My recent crappy 10-speed revitalization project has gotten me thinking about the many ways old bike projects (speeded and fixed) can go wrong. In an attempt to clear the air, in my own head if nowhere else, I would like to lay down a few dos and don’ts for these projects.

  1. Do use your existing parts inventory.

  2. I am guilty as sin, but I am also sorry for my transgressions. It is important to keep in mind, one of the reasons you are building an old bike is to demonstrate it value and usability after most would have discarded it. If you take an old crappy frame and put all new components on it, then your missing the point of the exercise.

  3. Don’t remove it’s identity.

  4. I see this so often, and I am not sure the motivation behind it. People for some reason always have to strip every indication of origin off the frame when they’re doing a build (fix conversions seem to be the worst offender). If you have an old Peugeot or Schwinn or Takara or Ross, or even Murray for that matter, do not go scrapping off all the decals in some feeble attempt to make it look “stealth” or to disguise it’s crappiness or to fight corporate greed. It’s just a bike and somebody had to build it, so they should be allowed to put their name on it – leave it there.

  5. Don’t repaint it.

  6. Why waste so much time stripping a frame that is 98% covered with a decent coat of hardened paint. The paint, if original, has lasted 10-40 years already! I doubt your ozone depleting, brain cell killing, makeshift, rattle can paint booth in your garage or basement will produce results as durable as what is already on the bike. If your paint is badly chipped, opt for some automotive touch up paint or Testors model paint and be done with it. If you still feel the urge to repaint the bike – FOR THE LOVE OF ALL THAT IS HOLY, PAINT IT A COLOR! You’ve gone too far already, don’t wuss out and paint it WHITE!
    By disobeying Rule 3 you will also disobey Rule 2 – Not good!

  7. Do Accessories, Accessories, Accessories!

  8. I know the current bike fashion climate scrutinizes riders for pointless accessories(except spoke cards and toptube pads), but I say if you have to think twice about an accessory for your bike – than you had better just go with it. I mean the bike weighs forty pounds already, do not worry about the extra five to ten pounds of reflectors, handlebar mirrors, analog speedometers and chrome headlights! I can think of no better way to dive deeper into you existing parts inventory than to load up your new old ten-speed with every reflector and pie plate you have taken off your countless previous project bikes.

  9. Do be original.

  10. I know there is nothing new under the sun, but at least make an effort. Give us something to look at, don’t just do a fixie cause you want to experience that zen thing you’ve heard so much about. Do something you think is ridiculous and then go one step beyond it. It’s like my album rule, if you hate it at first you will love it longer.

  11. Don’t chop the drops

  12. Above all, do not chop and flop your drops! I love ugly bikes, but this is not the kind of ugly with which I(you) want to be associated.

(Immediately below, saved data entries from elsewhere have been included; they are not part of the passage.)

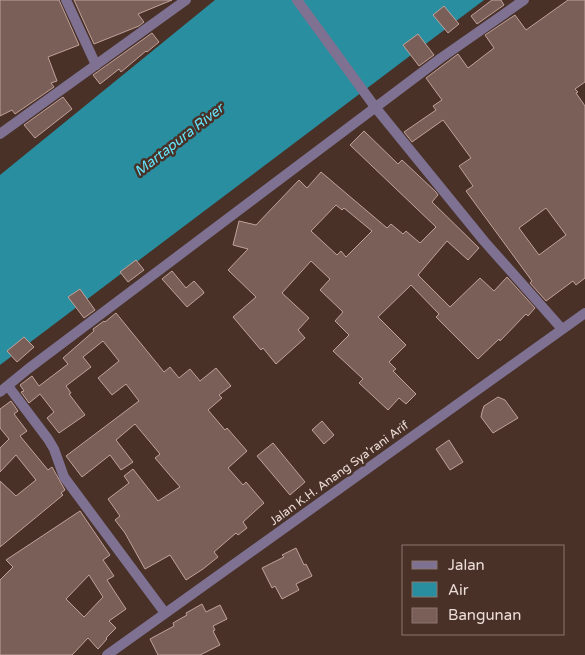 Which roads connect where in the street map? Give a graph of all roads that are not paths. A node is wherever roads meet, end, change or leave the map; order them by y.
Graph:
1 (66, 0) edge
2 (186, 0) edge
3 (297, 0) edge
4 (524, 0) edge
5 (96, 65) junction
6 (375, 107) junction
7 (0, 134) edge
8 (585, 313) edge
9 (562, 329) junction
10 (4, 389) edge
11 (165, 613) junction
12 (107, 655) edge

1 - 5 street
2 - 5 street
3 - 6 street
4 - 6 street
5 - 7 street
6 - 9 street
6 - 10 street
8 - 9 street, Jalan K.H. Anang Sya'rani Arif
9 - 11 street, Jalan K.H. Anang Sya'rani Arif
10 - 11 street
11 - 12 street, Jalan K.H. Anang Sya'rani Arif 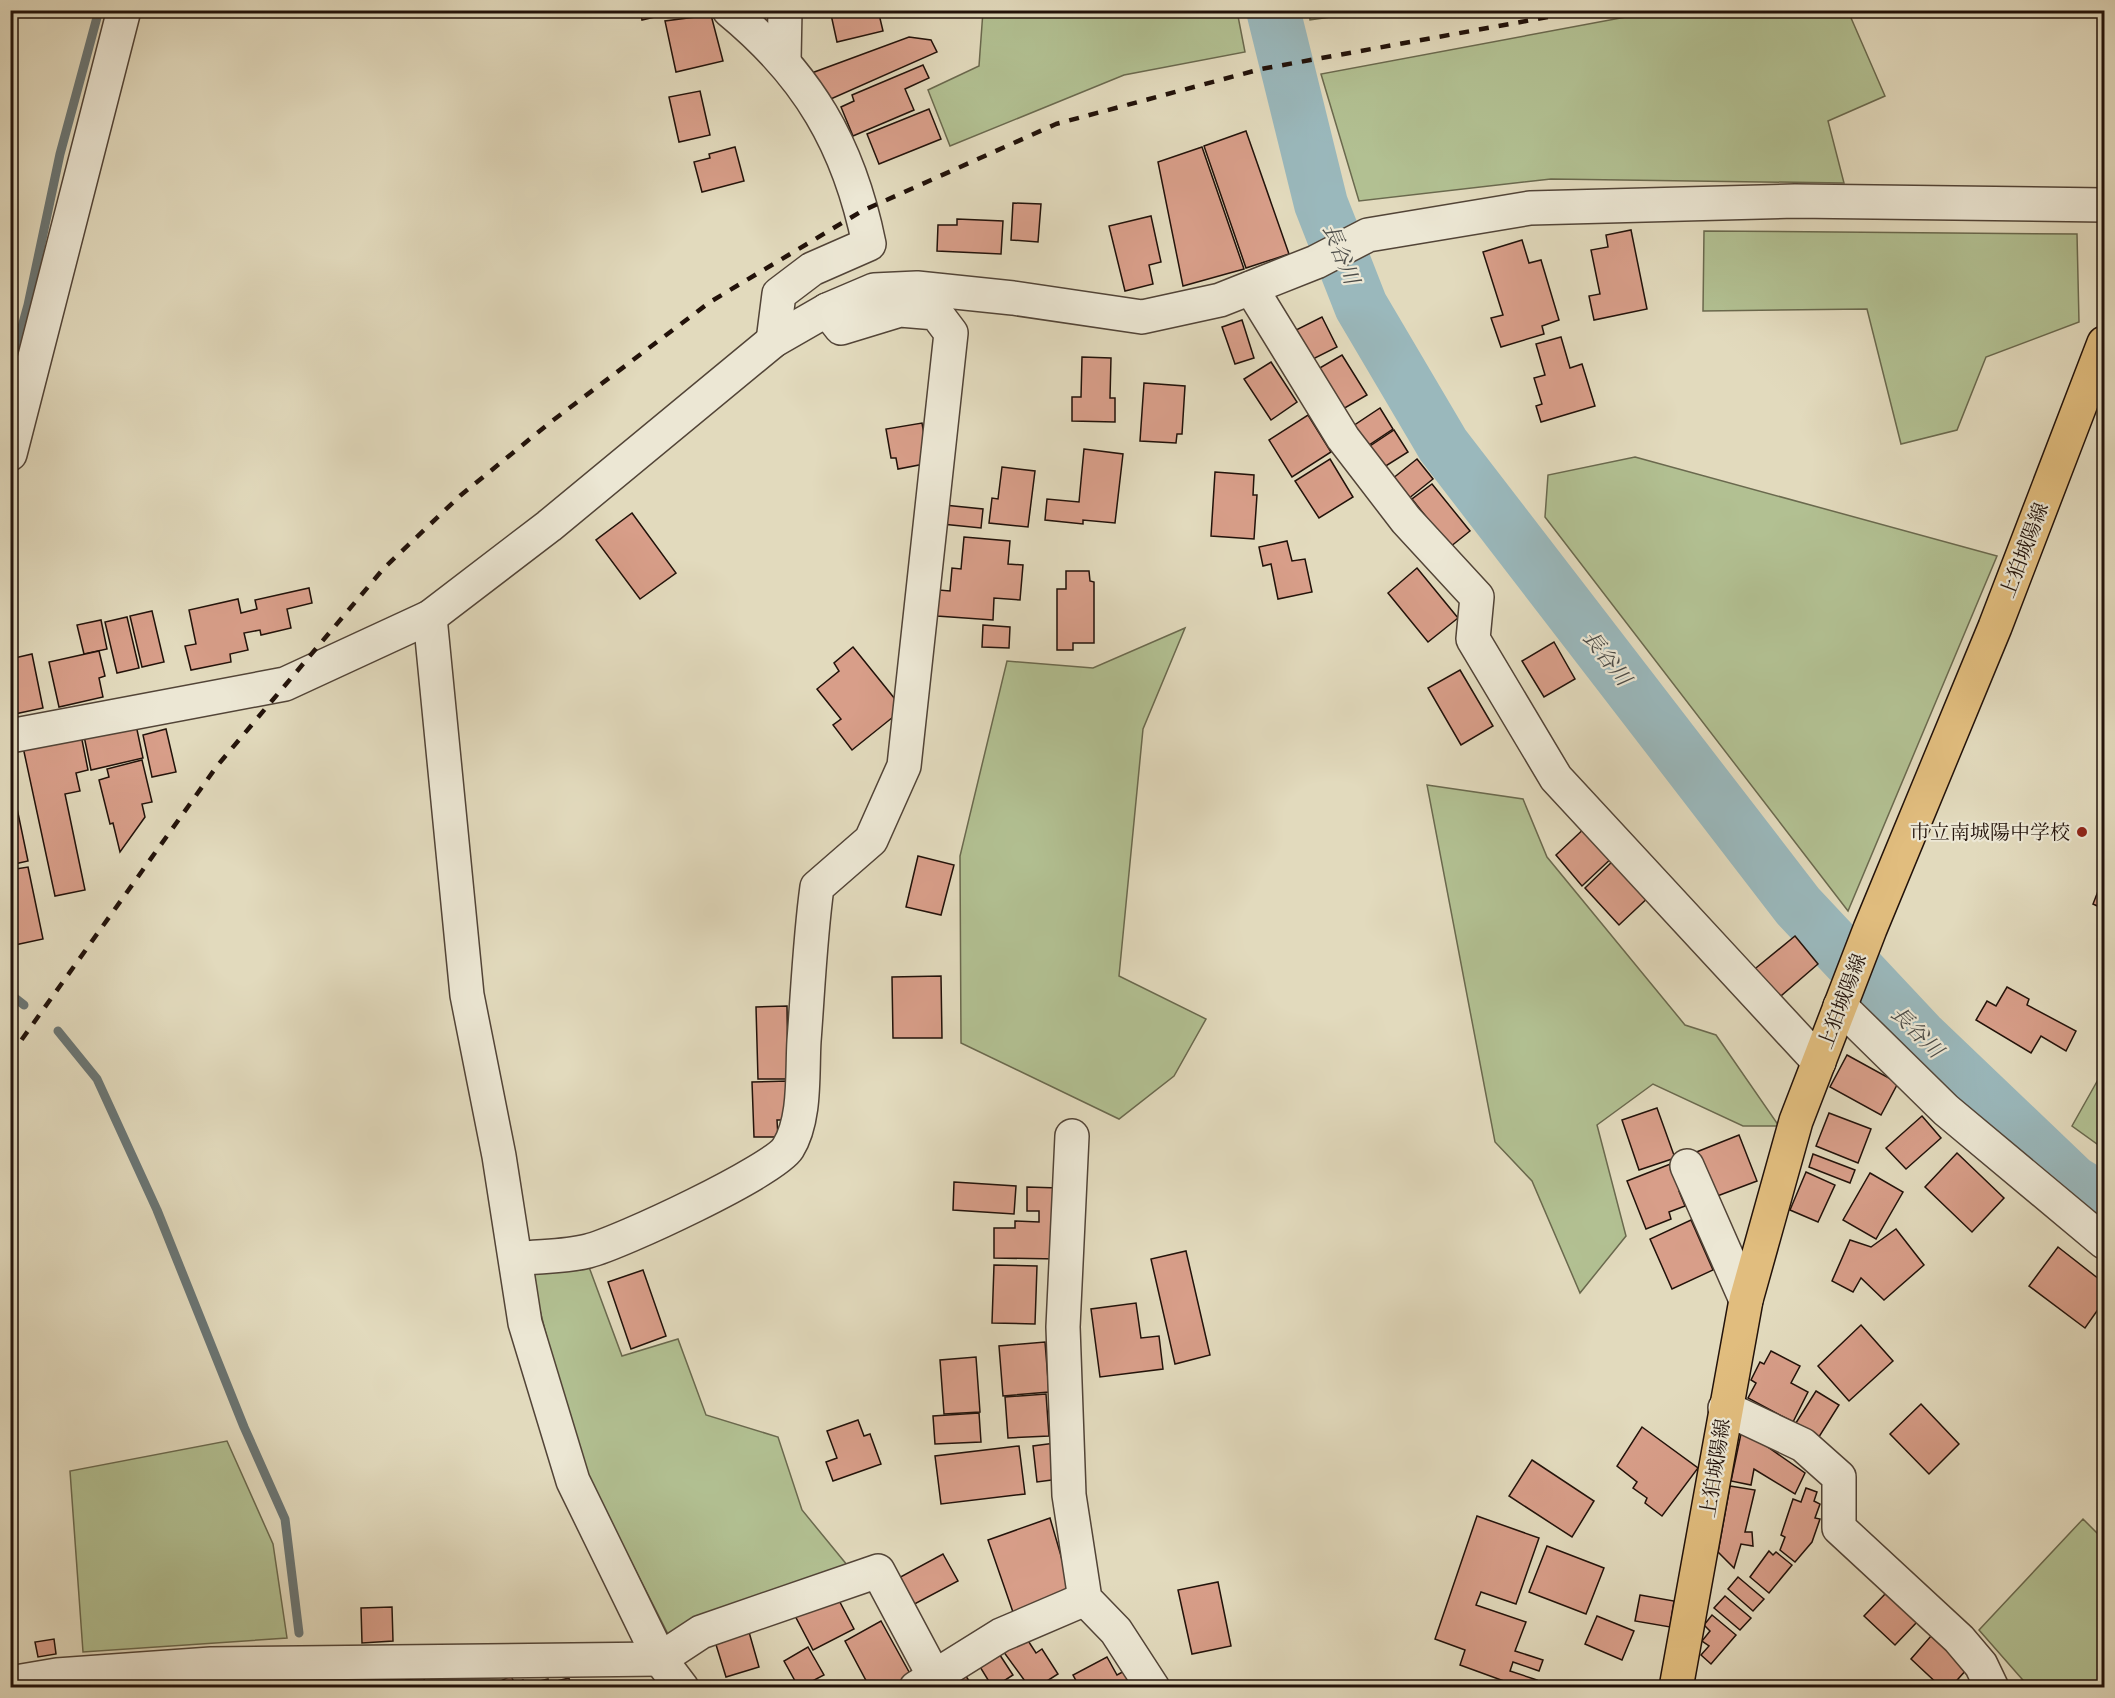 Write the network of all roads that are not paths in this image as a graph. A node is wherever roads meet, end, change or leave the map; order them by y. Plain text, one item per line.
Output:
1 (123, 10) edge
2 (729, 10) edge
3 (785, 10) edge
4 (784, 60) junction
5 (2104, 205) edge
6 (1251, 288) junction
7 (827, 310) junction
8 (773, 340) junction
9 (2104, 343) edge
10 (10, 454) edge
11 (430, 617) junction
12 (10, 736) edge
13 (1844, 996) junction
14 (1819, 1062) junction
15 (1072, 1136) dead end
16 (1687, 1166) dead end
17 (2104, 1242) edge
18 (516, 1259) junction
19 (1746, 1300) junction
20 (1725, 1408) junction
21 (1085, 1599) junction
22 (660, 1659) junction
23 (59, 1681) edge
24 (925, 1682) edge
25 (10, 1683) edge
26 (682, 1688) edge
27 (1153, 1688) edge
28 (1676, 1688) edge
29 (1992, 1688) edge

1 - 10 street
2 - 4 street
3 - 4 street
4 - 8 street
5 - 6 street
6 - 7 street
6 - 14 street
7 - 8 street
7 - 18 street
8 - 11 street
9 - 13 main road, 上狛城陽線
11 - 12 street
11 - 18 street
13 - 14 main road, 上狛城陽線
13 - 17 street
14 - 19 main road, 上狛城陽線
15 - 21 street
16 - 19 street
18 - 22 street
19 - 20 main road, 上狛城陽線
20 - 28 main road, 上狛城陽線
20 - 29 street
21 - 24 street
21 - 27 street
22 - 23 street
22 - 24 street
22 - 26 street
23 - 25 street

I know most of you will dismiss my list as meaningless blather, but just try to bear these rules in mind on your next project. I look forward to hearing how much better you feel after heeding them.

  • Harv

    I agree with pretty much all of your points. However I would like to comment on two of them. Accessories – sure, period correct pieces really look good and remind the observer that this is an old bike. But if you are actually going to ride the thing, use the latest lamp technology and be safe and conspicuous. Touch-up paint? Nah – if its chipped, leave it chipped. I rub out the paint along with the bare steel spots, if any. Apply a good coat of wax and let those chips be badges of honor, earned in the heat of battle. Those touch-up spots look like an outbreak of measles on your bike. Unless you have the exact color (not easy) and feather the edges so as not to show a lump of paint.

  • The Ten-Speed Dreamer

    I only advocate the touch up paint to keep people from debadging and stripping their bike because of a few chips.